He had not been to his agent's office in years. David Runmoney lived in L.A. His agent, Lester, lived in New York. Still, the office smelled and looked exactly the same as it had the last time David was there. David's agent liked to smoke cigars and cigarettes in that office all day long, against the protests of a long string of female secretaries. His agent, Lester, did whatever the fuck he wanted to do. His agent, Lester, made no apologies for his shabby, sometimes lewd behavior.
Maybe that is why David had stuck with him for so long. Actors who lived and worked in L.A. (like David) had rocket salad eating, kombucha drinking, raw food despots for agents. Despots who lived in L.A. Truly vital little beasts who live to destroy others: on the links, the tennis courts, and over the phone.
(Prologue interlude): She has forced me oot on to the porch, smoke rising, mixed between my breath, siring wailing, then stopping just as sudden. Kitten scratching at a window. Peace beheld.
David soaked up the Manhattan, messy atmosphere. He lit up a cigarette, ashed on the carpet, and made a wry smile. He was going to stick by his crusty-lunged reprobate agent, no matter whatever type of crushing bad news Lester had for him today.
Lester adjusted his ass in his chair, coughed mightily, swore silently, wiped his mouth, squinted across the table at David and very softly iterated a litany of unmitigated bad news, crappy developments, insipid forecasts, and fiduciary shortfalls. The litany began simply enough, "David," Lester said, "No one on either coast will hire you right now, ..."
*****
"Jeez, " thought David, "Sounds like Tootsie," as he sunk in to his posh hotel bed. Lester's Litany was now a few hours in the past. Lester's Litany had stretched across the space of three hours, including lunch at Lester's favorite deli. David's insides hummed. Now David sat on the edge of the bed, staring at the phone.
The cable news channels hissed mutely while he weighed his options: Call downstairs for Champagne; send Kat an upbeat, newsy, "I'm in New York," text; get the porn going on the teevee; call his Girl Friday here in New York; and throw back a couple of rails.
David finished his 'chores' in record fashion.
The dewy bucket rested on the window ledge, David's fizzy, sighing tulip flute within an arms' reach. Kat had responded to his text. It was a smushy, teeny missive, written in that very silly language that crushed David's soul every time he had to read it. Cable news had been replaced by Assbusters 40, starring Veronnika, Kandy Korn, and Tawny Port. David got his Girl Friday on her Brooklyn landline and arranged for their get-together tonight.
There was a table in David's room. The folks that care, the folks that know everything about us, and nothing, they found David's rolled-up two dollar bill (a superstition of his) and parked it away in their brassiere. "It means something," they said to their family, "It says, 'We are right here, we are safe.'" and then they counted sheep until their lovely children began to dream.
His Girl Friday was actually named Anneke and she was a friend of David's from the old days, high school and college. Five minutes back in 1981: Anneke and David were 'officially' going out. Yet, they dint actually do it until the mid-80s.
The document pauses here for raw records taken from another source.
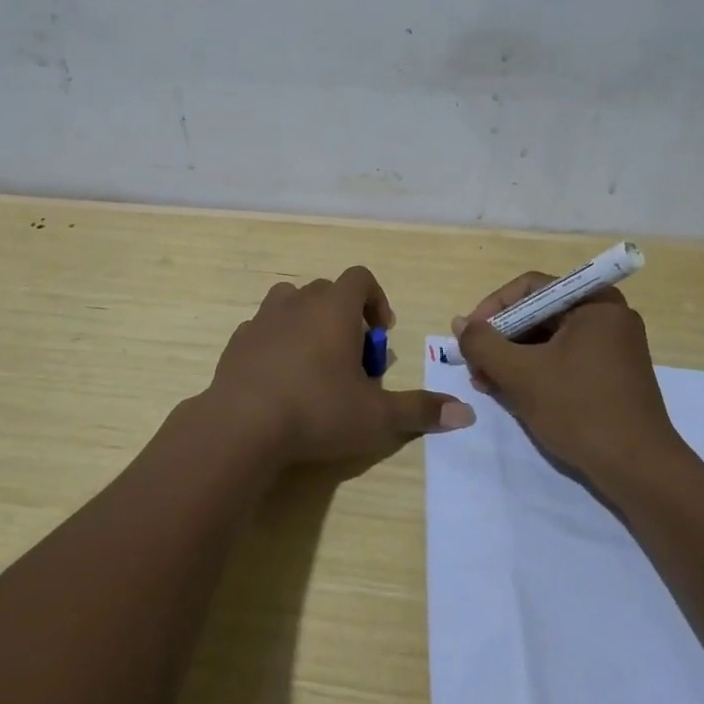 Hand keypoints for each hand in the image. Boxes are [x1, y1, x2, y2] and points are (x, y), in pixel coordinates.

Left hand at [203, 266, 473, 467]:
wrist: (242, 426)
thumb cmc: (317, 410)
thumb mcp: (376, 416)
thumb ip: (420, 410)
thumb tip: (467, 415)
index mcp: (333, 306)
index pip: (360, 278)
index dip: (376, 300)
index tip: (380, 334)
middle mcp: (297, 302)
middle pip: (327, 291)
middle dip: (344, 317)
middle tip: (352, 360)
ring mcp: (262, 319)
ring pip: (290, 303)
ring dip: (307, 323)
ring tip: (315, 363)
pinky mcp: (237, 341)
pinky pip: (263, 330)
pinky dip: (276, 344)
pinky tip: (280, 380)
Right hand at [454, 273, 683, 480]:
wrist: (639, 470)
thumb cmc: (579, 410)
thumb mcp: (521, 374)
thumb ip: (483, 344)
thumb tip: (461, 324)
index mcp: (595, 303)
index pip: (530, 288)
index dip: (493, 308)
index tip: (469, 335)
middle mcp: (608, 317)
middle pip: (539, 314)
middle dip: (501, 339)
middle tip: (474, 364)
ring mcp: (613, 348)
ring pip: (549, 341)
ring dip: (514, 358)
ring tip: (486, 383)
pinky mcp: (612, 376)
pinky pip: (564, 361)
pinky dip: (536, 372)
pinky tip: (512, 393) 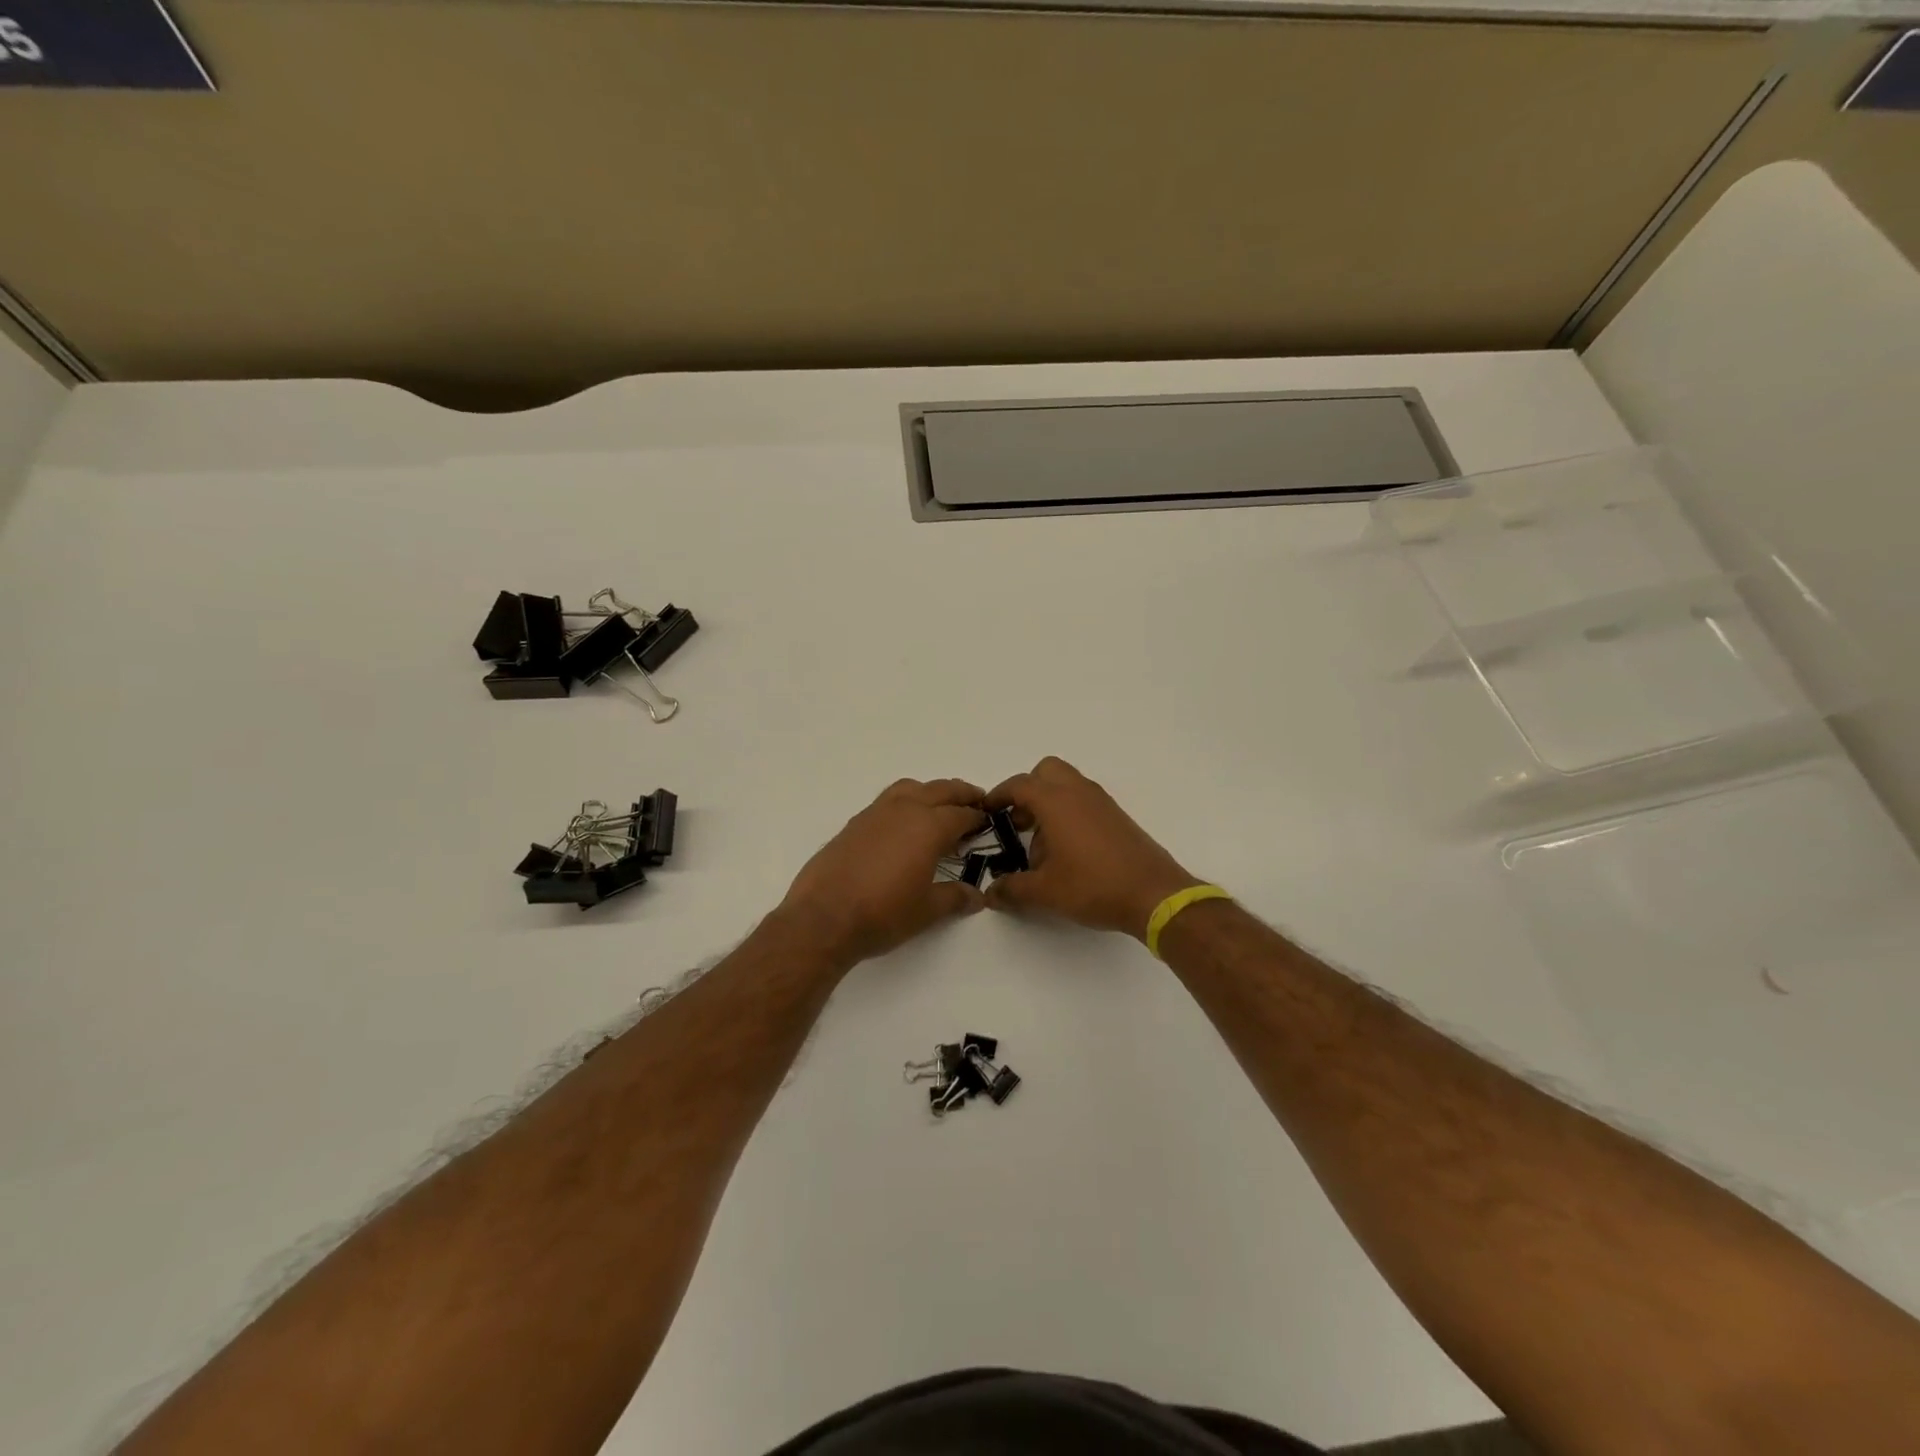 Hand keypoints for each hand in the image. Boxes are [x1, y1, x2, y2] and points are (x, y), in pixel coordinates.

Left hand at [777, 778, 988, 965]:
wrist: (824, 918)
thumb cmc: (883, 913)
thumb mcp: (927, 910)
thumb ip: (955, 897)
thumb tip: (976, 896)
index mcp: (929, 826)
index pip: (962, 814)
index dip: (978, 817)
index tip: (989, 822)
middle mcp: (904, 810)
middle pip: (940, 790)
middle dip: (961, 795)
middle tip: (976, 801)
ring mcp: (876, 813)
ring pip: (911, 788)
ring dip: (930, 792)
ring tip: (939, 808)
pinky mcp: (854, 823)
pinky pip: (887, 801)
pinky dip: (904, 803)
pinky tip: (903, 826)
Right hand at [984, 757, 1201, 939]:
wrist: (1154, 894)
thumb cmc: (1093, 885)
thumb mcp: (1045, 892)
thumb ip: (1012, 889)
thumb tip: (991, 893)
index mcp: (1056, 801)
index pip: (1019, 785)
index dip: (998, 796)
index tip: (987, 812)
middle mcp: (1078, 792)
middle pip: (1046, 772)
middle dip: (1027, 791)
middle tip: (1018, 823)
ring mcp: (1101, 802)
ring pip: (1067, 785)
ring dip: (1049, 804)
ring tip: (1042, 846)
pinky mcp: (1117, 817)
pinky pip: (1084, 801)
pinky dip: (1069, 814)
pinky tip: (1068, 852) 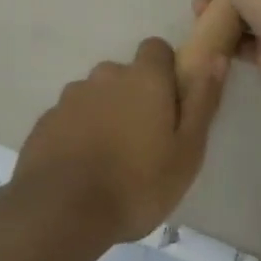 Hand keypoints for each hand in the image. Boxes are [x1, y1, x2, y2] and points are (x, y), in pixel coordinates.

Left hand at [11, 38, 225, 244]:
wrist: (61, 211)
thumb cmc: (137, 184)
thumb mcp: (187, 151)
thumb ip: (202, 101)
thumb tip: (215, 58)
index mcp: (143, 79)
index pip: (157, 49)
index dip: (165, 72)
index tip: (170, 105)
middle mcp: (105, 76)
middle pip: (125, 75)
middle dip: (134, 97)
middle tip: (143, 142)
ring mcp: (70, 97)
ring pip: (96, 96)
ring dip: (105, 115)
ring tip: (110, 160)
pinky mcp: (45, 121)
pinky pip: (70, 118)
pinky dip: (78, 133)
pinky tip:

David figured he had slept with Anneke eight or nine times total. David figured he was going to sleep with her tonight. It was something that brought him joy, something that blew Assbusters 40 away, something that reminded him of David at twenty-eight; and what he had said to her then, "I am so happy you are here. I saw you walk away wearing that lipstick. And I had thought you had put that on for me."
"Oh. my, " she said, "You are good, " and she kissed David.
There was something about the no-nonsense attitude Anneke carried. Something about the inevitability of it whene'er they saw each other, something about the way Anneke de-mythologized sex for David when he was young and needed the myths of sexuality blasted, destroyed. Something about how she was the first to acknowledge his (very limited) seductive power and make David realize for the first time that his person/body/self has real impact on others, that his words and expressions and muggings do not exist in a vacuum and that everything about him meant something and affected everyone in his orbit.
David sipped his Champers. Then he turned the teevee off. David's mind started cranking. He thirsted for a cigarette. He felt the icy chill of mortality race down his spine.
(The two big questions re his mortality were: 1, Will I know before? and 2, If I do know, will I accept or will I fight?)
David sipped his Champers. He had to get out of here. There was dinner with Anneke and others in Brooklyn. That was at nine. Maybe he would see a movie or do the bookstores. David was dying for a cigarette.
He grabbed his mobile. He closed the door behind him.